(Dataset entries)
______________________________

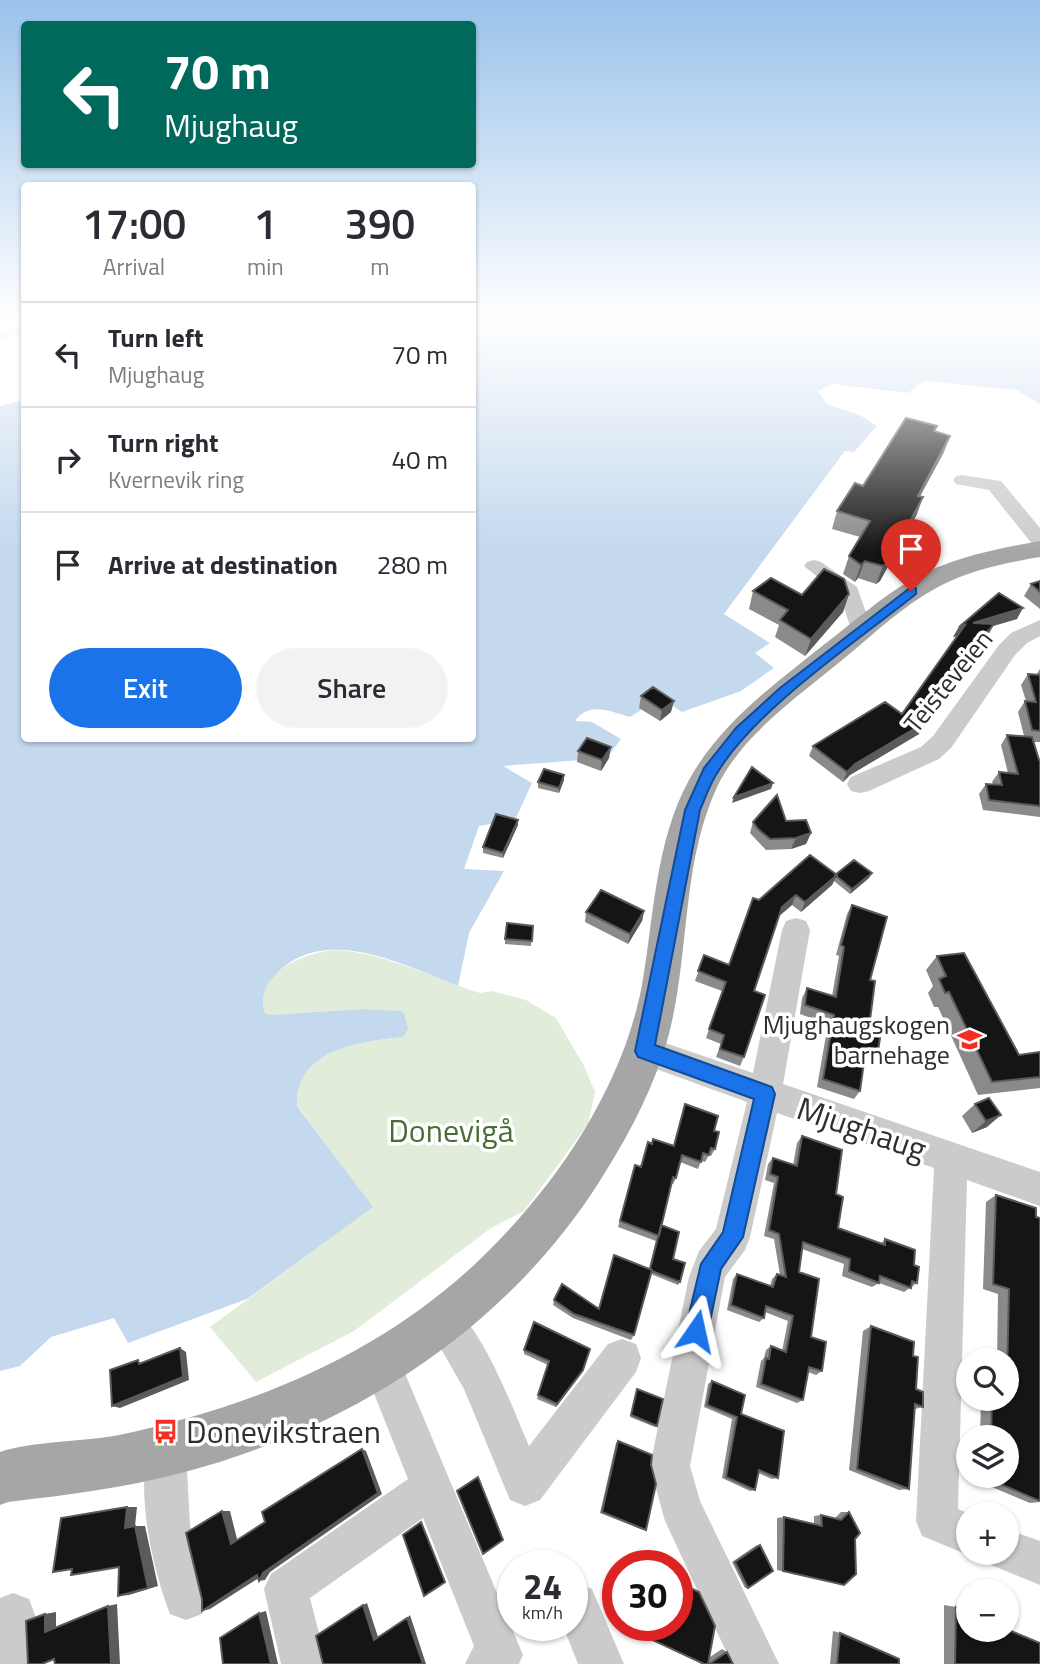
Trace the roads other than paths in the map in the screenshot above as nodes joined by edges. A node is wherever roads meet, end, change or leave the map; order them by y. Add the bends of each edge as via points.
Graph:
1 (962, 480) dead end
2 (1040, 541) edge
3 (1040, 549) edge
4 (814, 566) dead end
5 (865, 626) junction
6 (1040, 627) edge
7 (860, 784) dead end
8 (796, 930) dead end
9 (645, 1051) junction
10 (765, 1094) junction
11 (951, 1159) junction
12 (1040, 1189) edge
13 (444, 1321) junction
14 (622, 1358) dead end
15 (382, 1366) junction
16 (166, 1451) junction
17 (0, 1479) edge
18 (432, 1487) junction
19 (952, 1527) edge
20 (1019, 1555) edge
21 (1040, 1563) edge
22 (186, 1598) dead end
23 (13, 1615) dead end
24 (588, 1633) edge
25 (13, 1664) edge
26 (304, 1664) edge
27 (488, 1664) edge
28 (601, 1664) edge
29 (757, 1664) edge

1 - 2 street via 995,485
3 - 5 main road via 983,561 931,580
4 - 5 street via 850,592 858,621
5 - 9 main road via 757,716 709,772 686,832
6 - 7 street, Teisteveien via 1007,650 930,753
8 - 10 street
9 - 10 street, Mjughaug
9 - 13 main road via 622,1104 560,1203 492,1280
10 - 11 street, Mjughaug
10 - 29 street via 732,1237 707,1277 670,1466 680,1506
11 - 12 street, Mjughaug
11 - 19 street
13 - 14 street via 478,1375 525,1485
13 - 15 main road
15 - 16 main road via 252,1426
15 - 18 street
16 - 17 main road via 67,1472
16 - 22 street via 164,1479 175,1565
18 - 26 street via 286,1589
18 - 27 street via 500,1655
20 - 21 street
23 - 25 street
24 - 28 street

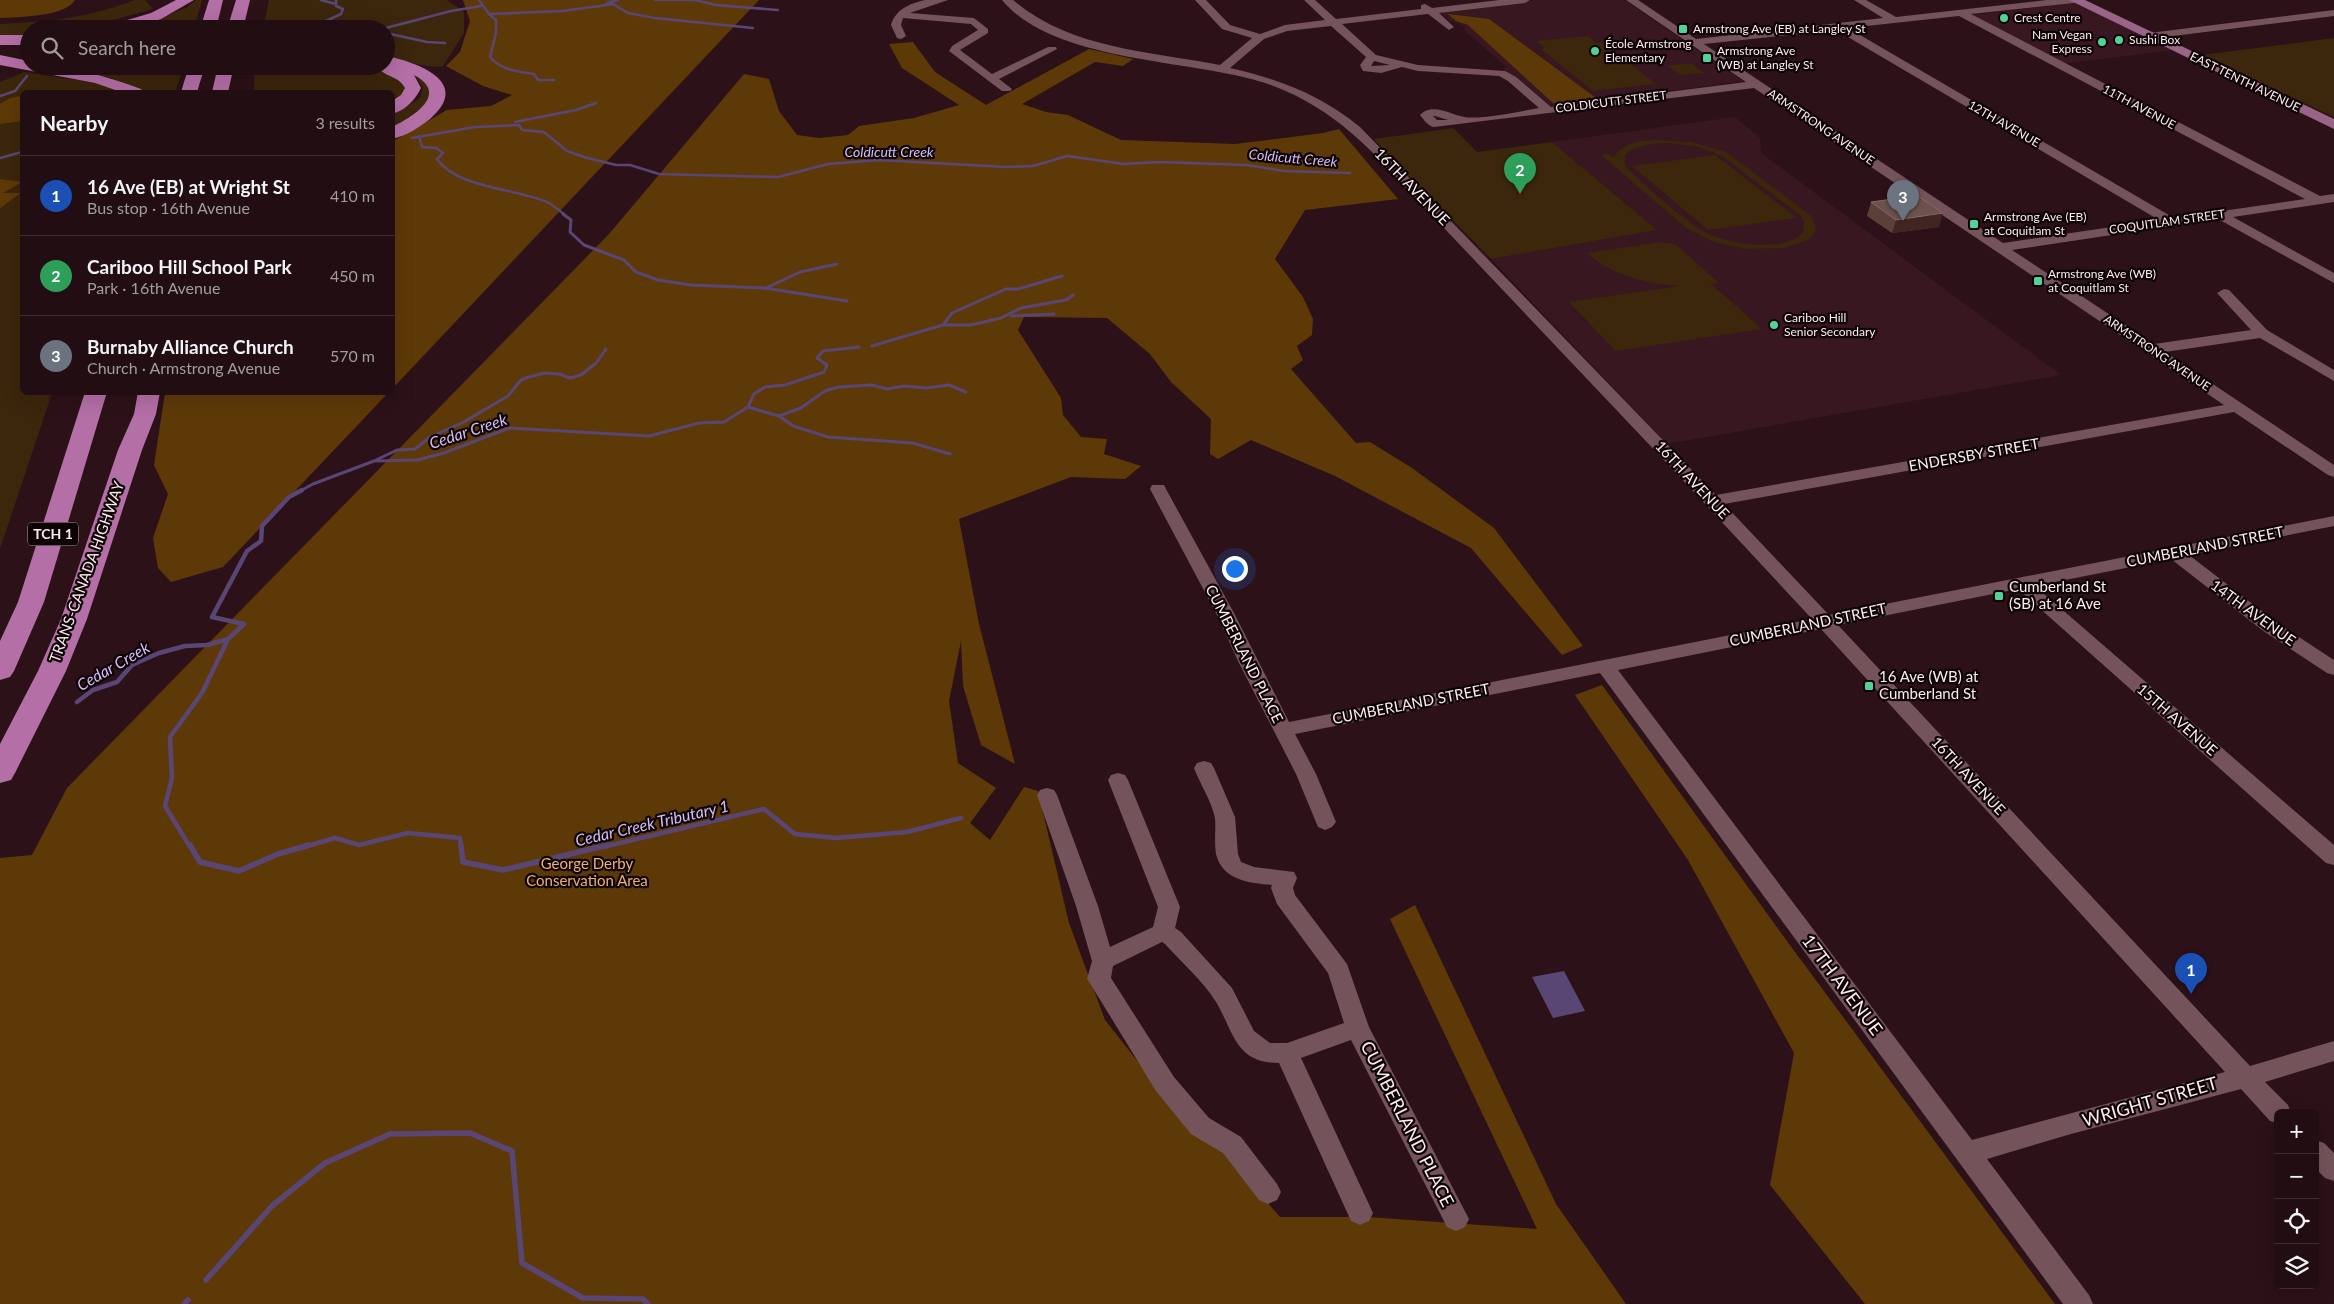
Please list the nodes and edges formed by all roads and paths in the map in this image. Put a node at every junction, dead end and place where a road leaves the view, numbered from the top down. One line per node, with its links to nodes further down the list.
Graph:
1 (187, 0): 17 (highway)
2 (216, 0): 18 (highway)
3 (242, 0): 19 (highway)
4 (943, 0): 16 (street)
5 (1007, 0): 38 (street, 16TH AVENUE)
6 (1200, 0): 26 (street)
7 (1309, 0): 21 (street)
8 (1417, 0): 13 (street)
9 (1524, 0): 13 (street)
10 (1631, 0): 29 (street, ARMSTRONG AVENUE)
11 (1859, 0): 20 (street)
12 (2074, 0): 14 (street); 25 (main road, EAST TENTH AVENUE)
13 (1430, 11): 21 (street); 23 (street)
14 (1961, 13): 20 (street); 55 (street, 11TH AVENUE)
15 (2334, 14): 25 (street)
16 (900, 15): 24 (street); 43 (street)
17 (142, 20)
18 (210, 20)
19 (237, 20)
20 (1894, 20): 22 (street)
21 (1332, 22): 26 (street); 50 (street)
22 (1838, 26): 29 (street); 57 (street, 12TH AVENUE)
23 (1449, 27)
24 (901, 36)
25 (2148, 36): 52 (main road, EAST TENTH AVENUE)
26 (1260, 37): 38 (street)
27 (0, 40): 28 (highway)
28 (20, 40)
29 (1695, 42): 44 (street, ARMSTRONG AVENUE)
30 (0, 47): 31 (highway)
31 (20, 49)
32 (1052, 49): 43 (street)
33 (0, 51): 34 (highway)
34 (20, 54)
35 (0, 60): 37 (highway)
36 (395, 63): 53 (highway)
37 (20, 64)
38 (1222, 69): 69 (street, 16TH AVENUE)
39 (395, 72): 49 (highway)
40 (78, 75): 46 (highway)
41 (194, 75): 47 (highway)
42 (224, 75): 48 (highway)
43 (992, 78): 45 (street)
44 (1756, 84): 50 (street, COLDICUTT STREET); 58 (street, ARMSTRONG AVENUE)
45 (1006, 89)
46 (129, 90)
47 (190, 90)
48 (220, 90)
49 (395, 107)
50 (1548, 110): 51 (street, COLDICUTT STREET)
51 (1465, 121)
52 (2334, 125)
53 (395, 132)
54 (2334, 198): 55 (street, COQUITLAM STREET)
55 (2317, 200): 56 (street, COQUITLAM STREET)
56 (2220, 215): 57 (street, COQUITLAM STREET); 59 (street)
57 (2171, 222): 58 (street, COQUITLAM STREET)
58 (1999, 248): 62 (street, ARMSTRONG AVENUE)
59 (2334, 279)
60 (2224, 293): 61 (street)
61 (2262, 333): 62 (street); 63 (street)
62 (2152, 349): 66 (street, ARMSTRONG AVENUE)
63 (2334, 376)
64 (95, 395): 76 (highway, TCH 1)
65 (147, 403): 79 (highway, TRANS-CANADA HIGHWAY / TCH 1)
66 (2237, 407): 67 (street, ARMSTRONG AVENUE); 69 (street, ENDERSBY STREET)
67 (2334, 472)
68 (1158, 489): 77 (street, CUMBERLAND PLACE)
69 (1711, 501): 73 (street, 16TH AVENUE)
70 (2334, 521): 71 (street, CUMBERLAND STREET)
71 (2175, 553): 72 (street, CUMBERLAND STREET); 75 (street, 14TH AVENUE)
72 (2020, 583): 73 (street, CUMBERLAND STREET); 83 (street, 15TH AVENUE)
73 (1826, 622): 74 (street, CUMBERLAND STREET); 89 (street, 16TH AVENUE)
74 (1605, 666): 77 (street, CUMBERLAND STREET); 91 (street, 17TH AVENUE)
75 (2334, 669)
76 (0, 671)
77 (1282, 730): 82 (street, CUMBERLAND PLACE)
78 (1204, 768): 86 (street, CUMBERLAND PLACE)
79 (0, 773)
80 (1118, 780): 84 (street)
81 (1047, 795): 85 (street)
82 (1325, 822)
83 (2334, 857)
84 (1163, 932): 85 (street); 88 (street, CUMBERLAND PLACE)
85 (1103, 961): 94 (street)
86 (1357, 1028): 88 (street, CUMBERLAND PLACE); 96 (street, CUMBERLAND PLACE)
87 (2334, 1051): 89 (street, WRIGHT STREET)
88 (1287, 1053): 95 (street)
89 (2245, 1076): 90 (street, 16TH AVENUE); 91 (street, WRIGHT STREET)
90 (2275, 1109)
91 (1966, 1152): 97 (street, 17TH AVENUE)
92 (2318, 1154): 93 (street)
93 (2334, 1170)
94 (1268, 1192)
95 (1360, 1214)
96 (1456, 1219)
97 (2079, 1304)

______________________________

Aim of the exercise: Above are the records; copy them exactly without the pictures.

Result of the task:
Trace the roads other than paths in the map in the screenshot above as nodes joined by edges. A node is wherever roads meet, end, change or leave the map; order them by y. Add the bends of each edge as via points.
Graph:
1 (962, 480) dead end
2 (1040, 541) edge
3 (1040, 549) edge
4 (814, 566) dead end
5 (865, 626) junction
6 (1040, 627) edge
7 (860, 784) dead end
8 (796, 930) dead end
9 (645, 1051) junction
10 (765, 1094) junction
11 (951, 1159) junction
12 (1040, 1189) edge
13 (444, 1321) junction
14 (622, 1358) dead end
15 (382, 1366) junction
16 (166, 1451) junction
17 (0, 1479) edge
18 (432, 1487) junction
19 (952, 1527) edge
20 (1019, 1555) edge
21 (1040, 1563) edge
22 (186, 1598) dead end
23 (13, 1615) dead end
24 (588, 1633) edge
25 (13, 1664) edge
26 (304, 1664) edge
27 (488, 1664) edge
28 (601, 1664) edge
29 (757, 1664) edge

1 - 2 street via 995,485
3 - 5 main road via 983,561 931,580
4 - 5 street via 850,592 858,621
5 - 9 main road via 757,716 709,772 686,832
6 - 7 street, Teisteveien via 1007,650 930,753
8 - 10 street
9 - 10 street, Mjughaug
9 - 13 main road via 622,1104 560,1203 492,1280
10 - 11 street, Mjughaug
10 - 29 street via 732,1237 707,1277 670,1466 680,1506
11 - 12 street, Mjughaug
11 - 19 street
13 - 14 street via 478,1375 525,1485
13 - 15 main road
15 - 16 main road via 252,1426
15 - 18 street
16 - 17 main road via 67,1472
16 - 22 street via 164,1479 175,1565
18 - 26 street via 286,1589
18 - 27 street via 500,1655
20 - 21 street
23 - 25 street
24 - 28 street

Please list the nodes and edges formed by all roads and paths in the map in this image. Put a node at every junction, dead end and place where a road leaves the view, numbered from the top down. One line per node, with its links to nodes further down the list.
Graph:
1 (187, 0): 17 (highway)
2 (216, 0): 18 (highway)
3 (242, 0): 19 (highway)
4 (943, 0): 16 (street)
5 (1007, 0): 38 (street, 16TH AVENUE)
6 (1200, 0): 26 (street)
7 (1309, 0): 21 (street)
8 (1417, 0): 13 (street)
9 (1524, 0): 13 (street)
10 (1631, 0): 29 (street, ARMSTRONG AVENUE)
11 (1859, 0): 20 (street)
12 (2074, 0): 14 (street); 25 (main road, EAST TENTH AVENUE)
13 (1430, 11): 21 (street); 23 (street)
14 (1961, 13): 20 (street); 55 (street, 11TH AVENUE)
15 (2334, 14): 25 (street)
16 (900, 15): 24 (street); 43 (street)
17 (142, 20)
18 (210, 20)
19 (237, 20)
20 (1894, 20): 22 (street)
21 (1332, 22): 26 (street); 50 (street)
22 (1838, 26): 29 (street); 57 (street, 12TH AVENUE)
23 (1449, 27)
24 (901, 36)
25 (2148, 36): 52 (main road, EAST TENTH AVENUE)
26 (1260, 37): 38 (street)
27 (0, 40): 28 (highway)
28 (20, 40)
29 (1695, 42): 44 (street, ARMSTRONG AVENUE)
30 (0, 47): 31 (highway)
31 (20, 49)
32 (1052, 49): 43 (street)
33 (0, 51): 34 (highway)
34 (20, 54)
35 (0, 60): 37 (highway)
36 (395, 63): 53 (highway)
37 (20, 64)
38 (1222, 69): 69 (street, 16TH AVENUE)
39 (395, 72): 49 (highway)
40 (78, 75): 46 (highway)
41 (194, 75): 47 (highway)
42 (224, 75): 48 (highway)
43 (992, 78): 45 (street)
44 (1756, 84): 50 (street, COLDICUTT STREET); 58 (street, ARMSTRONG AVENUE)
45 (1006, 89)
46 (129, 90)
47 (190, 90)
48 (220, 90)
49 (395, 107)
50 (1548, 110): 51 (street, COLDICUTT STREET)
51 (1465, 121)
52 (2334, 125)
53 (395, 132)
54 (2334, 198): 55 (street, COQUITLAM STREET)
55 (2317, 200): 56 (street, COQUITLAM STREET)
56 (2220, 215): 57 (street, COQUITLAM STREET); 59 (street)
57 (2171, 222): 58 (street, COQUITLAM STREET)
58 (1999, 248): 62 (street, ARMSTRONG AVENUE)
59 (2334, 279)
60 (2224, 293): 61 (street)
61 (2262, 333): 62 (street); 63 (street)
62 (2152, 349): 66 (street, ARMSTRONG AVENUE)
63 (2334, 376)
64 (95, 395): 76 (highway, TCH 1)
65 (147, 403): 79 (highway, TRANS-CANADA HIGHWAY / TCH 1)
66 (2237, 407): 67 (street, ARMSTRONG AVENUE); 69 (street, ENDERSBY STREET)
67 (2334, 472)
68 (1158, 489): 77 (street, CUMBERLAND PLACE)
69 (1711, 501): 73 (street, 16TH AVENUE)
70 (2334, 521): 71 (street, CUMBERLAND STREET)
71 (2175, 553): 72 (street, CUMBERLAND STREET); 75 (street, 14TH AVENUE)
72 (2020, 583): 73 (street, CUMBERLAND STREET); 83 (street, 15TH AVENUE)
73 (1826, 622): 74 (street, CUMBERLAND STREET); 89 (street, 16TH AVENUE)
74 (1605, 666): 77 (street, CUMBERLAND STREET); 91 (street, 17TH AVENUE)
75 (2334, 669)
76 (0, 671)
77 (1282, 730): 82 (street, CUMBERLAND PLACE)
78 (1204, 768): 86 (street, CUMBERLAND PLACE)
79 (0, 773)
80 (1118, 780): 84 (street)
81 (1047, 795): 85 (street)
82 (1325, 822)
83 (2334, 857)
84 (1163, 932): 85 (street); 88 (street, CUMBERLAND PLACE)
85 (1103, 961): 94 (street)
86 (1357, 1028): 88 (street, CUMBERLAND PLACE); 96 (street, CUMBERLAND PLACE)
87 (2334, 1051): 89 (street, WRIGHT STREET)
88 (1287, 1053): 95 (street)
89 (2245, 1076): 90 (street, 16TH AVENUE); 91 (street, WRIGHT STREET)
90 (2275, 1109)
91 (1966, 1152): 97 (street, 17TH AVENUE)
92 (2318, 1154): 93 (street)
93 (2334, 1170)
94 (1268, 1192)
95 (1360, 1214)
96 (1456, 1219)
97 (2079, 1304)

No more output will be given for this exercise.